Genre: American Picaresque Novel

Published: 1980 - Read:

A Confederacy of Dunces

John Kennedy Toole ()

Pages:

Reader:

This won't be to everyone's liking, but it has become a cult classic to enthusiastic devotees of the ill-fated John Kennedy Toole. I definitely fall into that category. I found it to be very frequently laugh-out-loud funny. Ignatius Reilly, the anti-hero, is an extraordinary creation - he is fiercely intelligent but also physically repulsive...

This book had been on my radar for a long time, and I finally got round to reading it this year… It’s brilliant! It won’t be everybody’s cup of tea, but for those with the right sense of humour it will become an instant favourite. Jonathan Swift (Gulliver’s Travels) wrote: “When a true genius appears in the world, you may know him by this sign, that the dunces are all in confederacy against him.”
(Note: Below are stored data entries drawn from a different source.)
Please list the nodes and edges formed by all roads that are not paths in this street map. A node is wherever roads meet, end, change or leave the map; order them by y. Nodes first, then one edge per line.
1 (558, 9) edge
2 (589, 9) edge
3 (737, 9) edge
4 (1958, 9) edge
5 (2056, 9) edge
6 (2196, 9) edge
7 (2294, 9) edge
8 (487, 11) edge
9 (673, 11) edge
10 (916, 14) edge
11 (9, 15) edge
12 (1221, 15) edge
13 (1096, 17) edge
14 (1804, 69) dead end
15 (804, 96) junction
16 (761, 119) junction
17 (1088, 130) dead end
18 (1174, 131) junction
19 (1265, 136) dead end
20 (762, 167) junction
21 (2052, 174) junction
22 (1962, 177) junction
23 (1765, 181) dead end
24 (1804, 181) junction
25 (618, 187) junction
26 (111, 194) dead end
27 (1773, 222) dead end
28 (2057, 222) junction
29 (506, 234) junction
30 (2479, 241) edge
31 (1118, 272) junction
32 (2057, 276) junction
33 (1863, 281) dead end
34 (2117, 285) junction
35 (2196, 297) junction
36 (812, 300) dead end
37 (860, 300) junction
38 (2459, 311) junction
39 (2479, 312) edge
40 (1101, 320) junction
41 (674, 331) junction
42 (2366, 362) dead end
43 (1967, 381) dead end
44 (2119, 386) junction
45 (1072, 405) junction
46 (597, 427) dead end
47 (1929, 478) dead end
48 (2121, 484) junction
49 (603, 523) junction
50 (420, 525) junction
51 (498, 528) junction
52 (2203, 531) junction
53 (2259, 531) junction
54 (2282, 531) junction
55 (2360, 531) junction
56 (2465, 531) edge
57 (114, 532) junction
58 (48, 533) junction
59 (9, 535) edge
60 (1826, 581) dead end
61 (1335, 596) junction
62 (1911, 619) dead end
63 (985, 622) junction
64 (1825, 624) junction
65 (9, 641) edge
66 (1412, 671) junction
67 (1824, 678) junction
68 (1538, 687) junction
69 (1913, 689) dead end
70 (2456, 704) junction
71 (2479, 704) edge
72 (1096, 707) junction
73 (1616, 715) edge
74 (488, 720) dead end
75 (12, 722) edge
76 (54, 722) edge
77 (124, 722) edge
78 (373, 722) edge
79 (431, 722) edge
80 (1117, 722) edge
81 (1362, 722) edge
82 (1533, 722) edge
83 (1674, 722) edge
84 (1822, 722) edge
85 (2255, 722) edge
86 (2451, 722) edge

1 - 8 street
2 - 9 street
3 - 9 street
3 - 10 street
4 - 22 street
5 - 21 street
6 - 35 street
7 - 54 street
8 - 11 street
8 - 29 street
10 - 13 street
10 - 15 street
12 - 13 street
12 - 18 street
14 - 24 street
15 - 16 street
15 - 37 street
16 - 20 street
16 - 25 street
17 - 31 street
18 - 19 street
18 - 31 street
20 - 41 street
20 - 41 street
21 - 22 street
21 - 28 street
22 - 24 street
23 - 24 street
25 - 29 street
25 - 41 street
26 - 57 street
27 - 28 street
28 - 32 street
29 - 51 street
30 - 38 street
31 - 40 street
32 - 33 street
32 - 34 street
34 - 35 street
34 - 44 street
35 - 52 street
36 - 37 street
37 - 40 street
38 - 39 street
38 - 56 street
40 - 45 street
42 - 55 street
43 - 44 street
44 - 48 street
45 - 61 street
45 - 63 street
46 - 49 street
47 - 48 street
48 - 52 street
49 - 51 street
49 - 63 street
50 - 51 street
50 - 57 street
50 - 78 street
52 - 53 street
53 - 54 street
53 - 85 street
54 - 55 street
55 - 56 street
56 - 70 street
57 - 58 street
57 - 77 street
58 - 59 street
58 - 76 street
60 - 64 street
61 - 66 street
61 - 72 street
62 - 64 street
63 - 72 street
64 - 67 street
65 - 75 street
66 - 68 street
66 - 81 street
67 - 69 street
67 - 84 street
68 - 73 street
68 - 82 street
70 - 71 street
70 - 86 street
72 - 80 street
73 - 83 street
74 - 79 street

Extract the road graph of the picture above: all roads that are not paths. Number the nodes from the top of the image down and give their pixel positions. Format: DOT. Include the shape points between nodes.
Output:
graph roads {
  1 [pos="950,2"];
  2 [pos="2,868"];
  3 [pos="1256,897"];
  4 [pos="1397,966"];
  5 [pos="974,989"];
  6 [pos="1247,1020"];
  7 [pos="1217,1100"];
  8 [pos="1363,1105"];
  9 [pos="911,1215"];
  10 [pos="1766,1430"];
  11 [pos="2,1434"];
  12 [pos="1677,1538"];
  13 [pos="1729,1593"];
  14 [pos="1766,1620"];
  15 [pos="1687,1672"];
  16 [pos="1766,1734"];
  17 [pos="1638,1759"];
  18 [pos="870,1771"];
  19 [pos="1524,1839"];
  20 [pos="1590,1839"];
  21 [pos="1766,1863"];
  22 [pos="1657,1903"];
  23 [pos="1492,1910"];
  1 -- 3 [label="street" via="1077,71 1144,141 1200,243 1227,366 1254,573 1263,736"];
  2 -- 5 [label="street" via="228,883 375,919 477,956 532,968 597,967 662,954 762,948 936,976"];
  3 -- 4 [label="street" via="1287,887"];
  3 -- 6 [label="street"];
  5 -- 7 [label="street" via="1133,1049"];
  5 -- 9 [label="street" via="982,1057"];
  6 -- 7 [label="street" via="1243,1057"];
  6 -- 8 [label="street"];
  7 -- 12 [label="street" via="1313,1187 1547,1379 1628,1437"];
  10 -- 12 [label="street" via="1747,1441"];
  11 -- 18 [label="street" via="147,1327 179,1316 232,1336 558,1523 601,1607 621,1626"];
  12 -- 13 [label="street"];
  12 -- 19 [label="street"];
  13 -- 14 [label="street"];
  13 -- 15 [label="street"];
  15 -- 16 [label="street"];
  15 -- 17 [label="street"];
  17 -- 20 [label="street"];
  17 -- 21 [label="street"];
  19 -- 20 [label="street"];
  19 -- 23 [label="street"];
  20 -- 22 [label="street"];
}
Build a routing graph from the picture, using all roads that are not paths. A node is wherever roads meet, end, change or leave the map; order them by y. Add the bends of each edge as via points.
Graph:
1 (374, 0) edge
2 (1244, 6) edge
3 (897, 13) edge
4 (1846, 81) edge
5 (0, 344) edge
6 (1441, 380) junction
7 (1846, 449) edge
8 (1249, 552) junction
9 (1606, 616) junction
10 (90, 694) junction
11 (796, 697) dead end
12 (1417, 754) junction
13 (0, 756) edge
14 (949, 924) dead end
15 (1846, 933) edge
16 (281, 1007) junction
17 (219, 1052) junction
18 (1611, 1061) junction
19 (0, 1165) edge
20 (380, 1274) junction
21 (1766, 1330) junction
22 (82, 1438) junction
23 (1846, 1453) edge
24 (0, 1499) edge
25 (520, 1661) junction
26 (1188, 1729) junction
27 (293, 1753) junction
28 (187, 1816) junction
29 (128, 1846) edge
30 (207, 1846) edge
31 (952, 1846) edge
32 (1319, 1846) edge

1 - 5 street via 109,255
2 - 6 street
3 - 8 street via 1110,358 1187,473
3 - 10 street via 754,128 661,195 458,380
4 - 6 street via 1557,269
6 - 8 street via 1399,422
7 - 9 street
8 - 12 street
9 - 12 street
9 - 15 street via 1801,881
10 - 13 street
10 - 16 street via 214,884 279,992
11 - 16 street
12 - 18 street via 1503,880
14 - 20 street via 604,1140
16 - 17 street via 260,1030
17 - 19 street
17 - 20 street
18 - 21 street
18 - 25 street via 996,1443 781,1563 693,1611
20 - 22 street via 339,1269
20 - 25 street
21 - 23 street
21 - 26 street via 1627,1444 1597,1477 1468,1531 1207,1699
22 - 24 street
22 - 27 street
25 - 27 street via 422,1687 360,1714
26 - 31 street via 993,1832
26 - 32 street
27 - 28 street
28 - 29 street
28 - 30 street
The true genius in question is the grotesque anti-hero of this novel, Ignatius Reilly. If Don Quixote and Sir John Falstaff had a love child with Asperger’s syndrome, who was easily titillated, but also had a strong sense of moral outrage – then that would be Ignatius Reilly. But you’d have to add to the mix: gluttony, hypochondria and a devotion to Boethius’s Consolation of Philosophy… Having been to New Orleans (where the book is set) made it a bit more interesting.

The story of John Kennedy Toole’s failure to get a publisher and his (resultant) suicide is tragic – but perhaps the most apt response is to read the book and (with luck) share his belief (and especially his mother’s belief) in its worth.

One Amazon review dismissed it as ‘a load of rubbish’ and claimed to have got half way through the book and not laughed once. I would advise that if you haven’t at least chuckled to yourself within 20 pages of so, then I would put it to one side – it’s not the book for you! A Confederacy of Dunces earned Toole a posthumous Pulitzer Prize for Fiction in 1981.


[I disagree completely with Ignatius's estimation of Mark Twain!] Here's a flavour of the style and humour - describing Ignatius's room:


"'It smells terrible in here.' 'Well, what do you expect? The human body, when confined, produces certain odors which we tend to forget in this age of deodorants and other perversions. Actually, I find the atmosphere of this room rather comforting. Schiller needed the scent of apples rotting in his desk in order to write. I, too, have my needs. You may remember that Mark Twain preferred to lie supinely in bed while composing those rather dated and boring efforts which contemporary scholars try to prove meaningful. Veneration of Mark Twain is one of the roots of our current intellectual stalemate.'"


Or try this:


“I suspect that beneath your offensively and vulgarly effeminate façade there may be a soul of sorts. Have you read widely in Boethius?"
"Who? Oh, heavens no. I never even read newspapers."
"Then you must begin a reading program immediately so that you may understand the crises of our age," Ignatius said solemnly. "Begin with the late Romans, including Boethius, of course. Then you should dip rather extensively into early Medieval. You may skip the Renaissance and the Enlightenment. That is mostly dangerous propaganda. Now that I think of it, you had better skip the Romantics and the Victorians, too. For the contemporary period, you should study some selected comic books."
"You're fantastic."
"I recommend Batman especially, for he tends to transcend the abysmal society in which he's found himself. His morality is rather rigid, also. I rather respect Batman.”